Felish asik dengan novelnya. Flash asik dengan ponsel pink Felish. Waktu terasa begitu cepat. Sampai jam menunjukkan pukul enam sore.

"Lo gak pulang?" Felish menutup novelnya. Menggelindingkan tubuhnya mendekat kearah Flash. Cowok itu menjawab dengan menggeleng.

"Yaampun, rambut lo panjang banget, pangkas gih." Felish yang berada disamping Flash menyibak-nyibak rambut cowok itu. Sesekali mencabutnya yang menimbulkan ringisan dari Flash.

"Pantesan aja lo lari kalo ada razia rambut. Lo tau? Bu Dela pasti bakal bangga banget kalo berhasil nyukur rambut lo." Felish menurunkan tangannya dari rambut cowok itu. Ikut menatap permainan Piano Tiles yang dimainkan Flash.

"Flash. Masa tadi kan, waktu gue di koridor, Raga nyamperi gue, ngajak dinner trus gue nolak. Entah kenapa gue males sama tuh bocah." Felish mulai curhat.

"Argh." Flash menggeram. Jempol tangan Flash masih asik menekan tiles-tiles yang berjalan di ponsel Felish.

"Ish. Lo denger gue ngomong gak sih?" Felish kesel sendiri jadinya.

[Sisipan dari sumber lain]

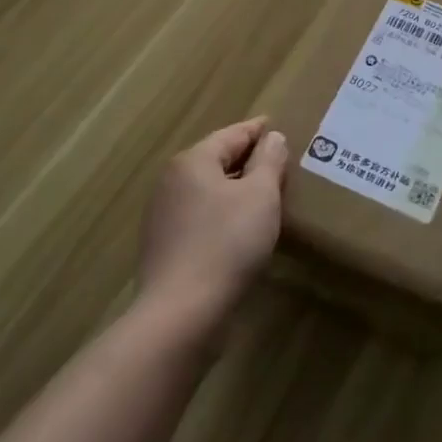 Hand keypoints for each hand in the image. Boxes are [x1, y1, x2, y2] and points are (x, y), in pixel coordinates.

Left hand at [138, 118, 288, 329]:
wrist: (181, 314)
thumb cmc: (226, 243)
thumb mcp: (261, 195)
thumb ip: (269, 161)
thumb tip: (272, 138)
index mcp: (193, 161)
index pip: (232, 135)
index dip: (258, 130)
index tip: (278, 127)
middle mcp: (172, 182)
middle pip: (217, 161)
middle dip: (247, 160)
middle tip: (278, 161)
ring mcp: (163, 216)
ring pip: (208, 190)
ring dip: (235, 189)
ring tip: (265, 195)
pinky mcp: (164, 247)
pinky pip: (200, 217)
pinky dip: (222, 214)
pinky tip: (240, 229) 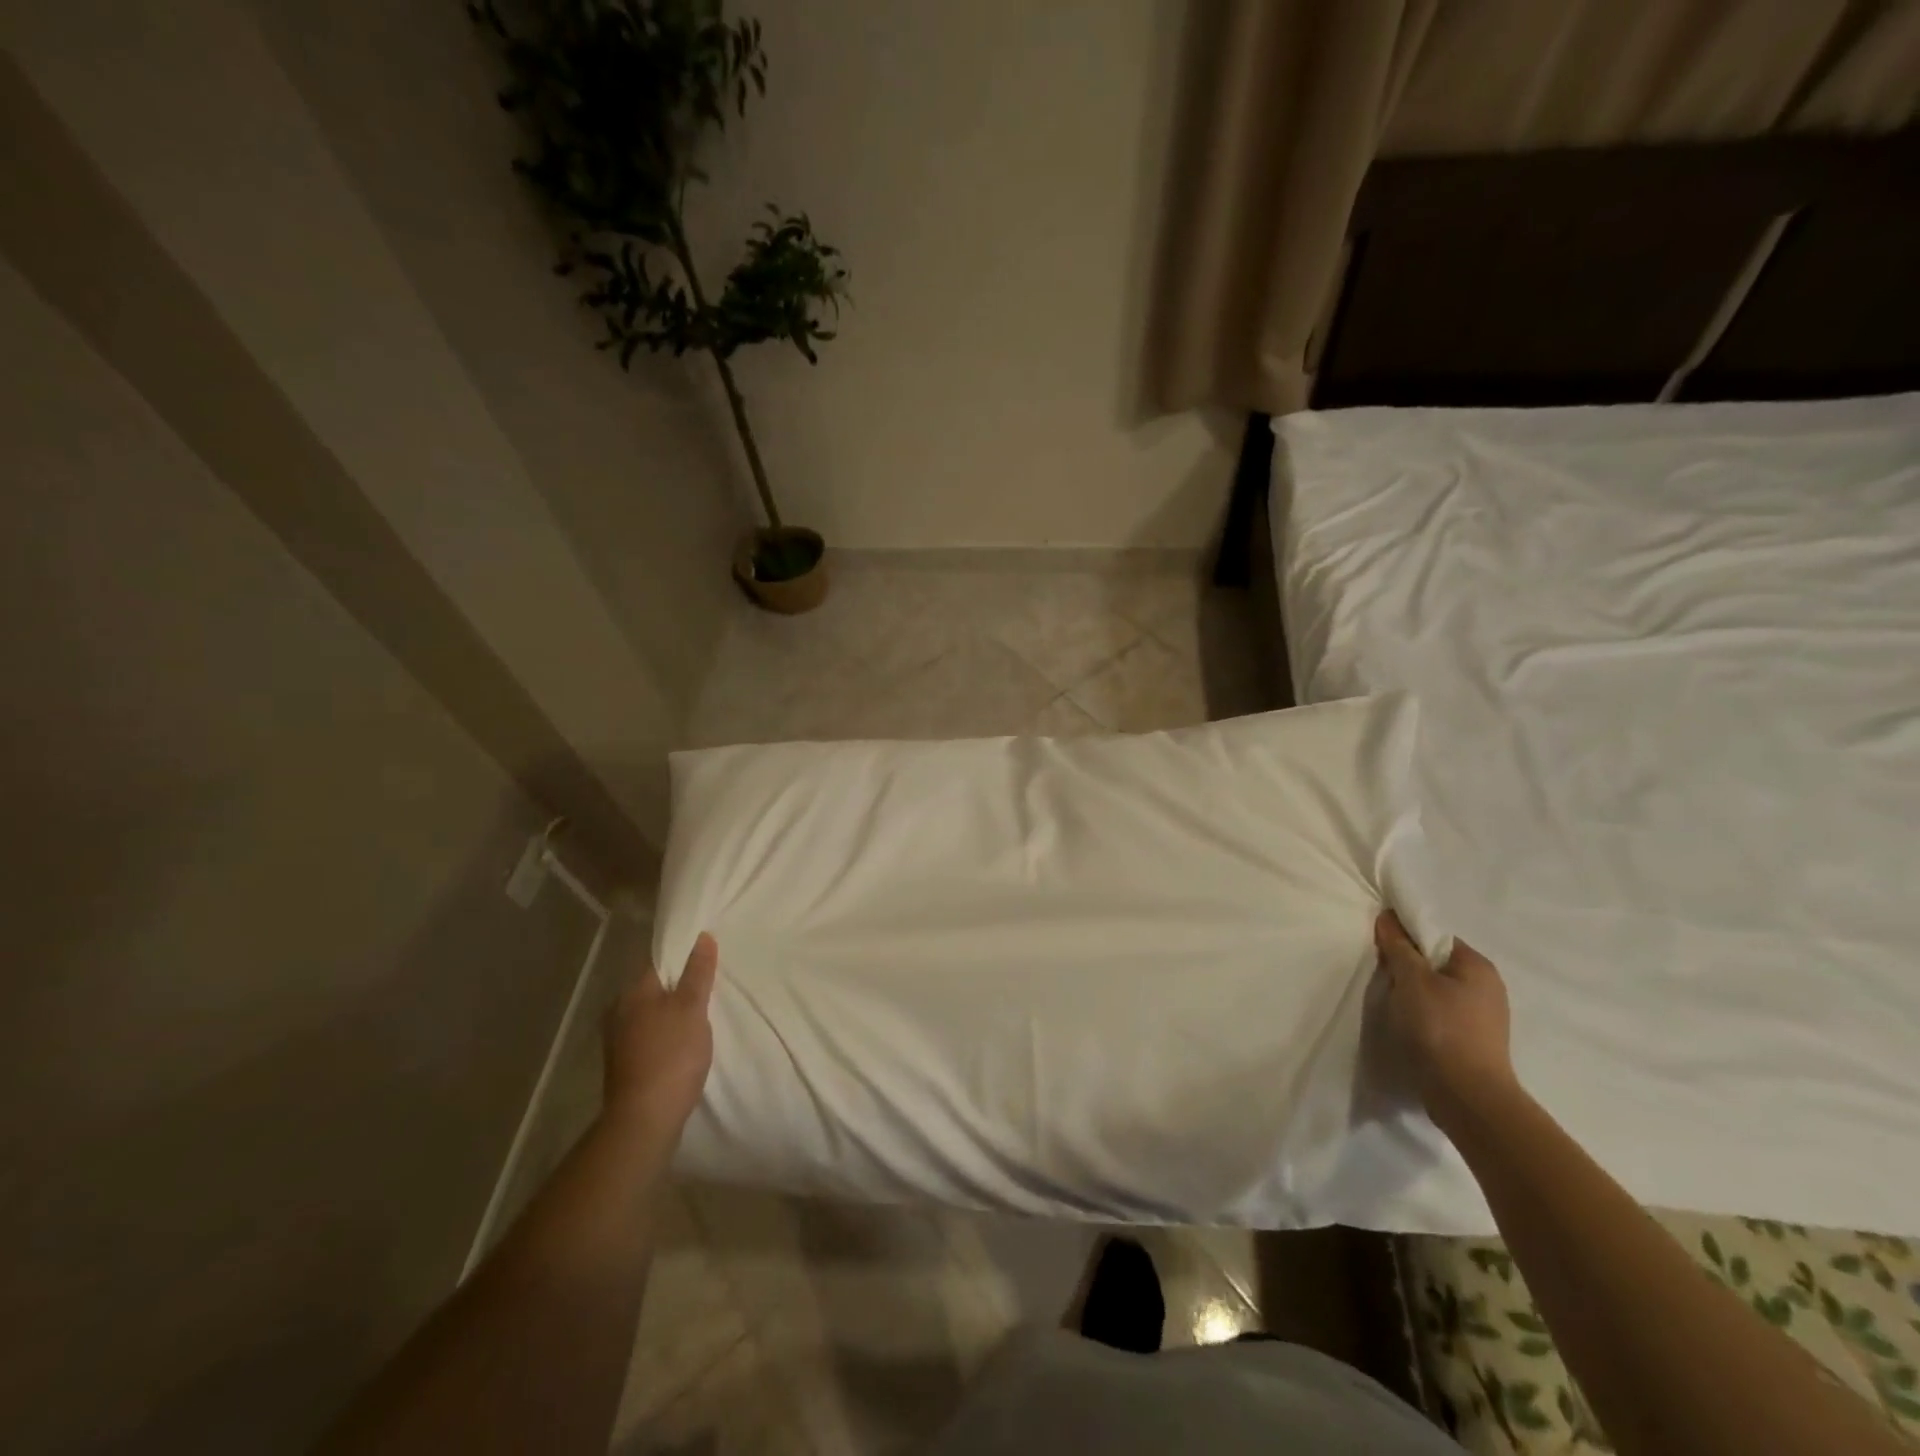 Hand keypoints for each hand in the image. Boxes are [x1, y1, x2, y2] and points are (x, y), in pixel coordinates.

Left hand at [603, 933, 718, 1143]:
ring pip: (651, 1014)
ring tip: (701, 1017)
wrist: (644, 1120)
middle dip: (679, 987)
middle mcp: (618, 1011)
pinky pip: (649, 1036)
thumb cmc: (671, 1055)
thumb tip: (702, 937)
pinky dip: (666, 1035)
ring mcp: (618, 1040)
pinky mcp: (624, 1065)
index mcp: (632, 992)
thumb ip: (698, 972)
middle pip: (654, 988)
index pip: (658, 961)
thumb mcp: (692, 1007)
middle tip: (710, 989)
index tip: (707, 960)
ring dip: (672, 1013)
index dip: (683, 957)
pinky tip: (684, 1044)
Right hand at [1375, 911, 1516, 1128]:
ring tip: (1392, 1003)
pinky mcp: (1473, 1040)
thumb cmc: (1439, 1028)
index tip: (1381, 949)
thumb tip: (1388, 918)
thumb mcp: (1412, 979)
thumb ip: (1399, 946)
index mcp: (1477, 966)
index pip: (1435, 936)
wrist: (1466, 1095)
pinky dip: (1422, 1014)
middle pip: (1435, 963)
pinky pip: (1441, 1013)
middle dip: (1407, 967)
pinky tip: (1407, 1024)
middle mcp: (1487, 987)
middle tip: (1383, 976)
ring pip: (1436, 990)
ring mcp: (1483, 1016)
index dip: (1405, 938)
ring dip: (1413, 992)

Flash meletakkan ponsel Felish diatas bantal, kembali menatap Felish yang sekarang terlihat bete.

"Lah, lo tadi ngomong?" Flash mengernyit.

"Entah." Felish berdecak, lalu meraih ponselnya disamping Flash. Terdapat banyak notifikasi disana.

Felish langsung membuka aplikasi Line.

Raga: Felish?
Raga: Mau dinner bareng?
Raga: Aku jemput.

"Raga ngajak gue dinner," Felish membuka suara setelah satu menit hening. "Tapi gue gak mau."

"Kenapa?" Flash ikut duduk, mendengarkan cerita Felish.

"Gak mau dinner bareng Raga. Maunya bareng lo." Felish menyengir.

"Idih, lo aneh."

"Dinner yok lah, Flash. Gue males sama Raga." Felish merengek sambil menarik-narik lengan kaos Flash.

Mendengar kejayusan Felish, Flash langsung melempar bantal bulu kewajah Felish.

"Dinner noh sama bantal, Haha." Flash berdiri. Sembari tertawa keras.

"Dasar elo ya..." Felish terkesiap, cewek itu langsung berlari mengejar Flash. Tapi apa daya, Flash langsung pergi kearah kamarnya, melompati pembatas balkon dan mengunci rapat-rapat pintu balkon nya sehingga Felish tidak bisa masuk.

Dari balik pintu kaca balkon Flash. Felish merengut sebal. Flash yang merasa tingkahnya udah kayak anak-anak langsung membuka pintu balkon dan menghampiri Felish didepan pintu balkon nya.

Cowok itu langsung memeluk Felish. "Iya, iya, nanti kita dinner bareng." Flash mengusap rambut Felish.

Seulas senyum terukir di bibir Felish. "Janji ya." Felish mengulurkan jari kelingkingnya yang dibalas kaitan jari kelingking oleh Flash.

"Tapi boong." Flash nyengir sambil mengendurkan pelukannya.

Sontak Felish jadi bete lagi.

"Flash... lo php-in gue." Felish merengek. Sedangkan Flash terkekeh dan kembali memeluk Felish.

Nyaman. Rasanya Felish gak mau lepasin pelukan itu. Felish membalas pelukan dari Flash.

***
Gak tau mau ngomong apa. Seneng aja gue nulis author note. Wkwkw.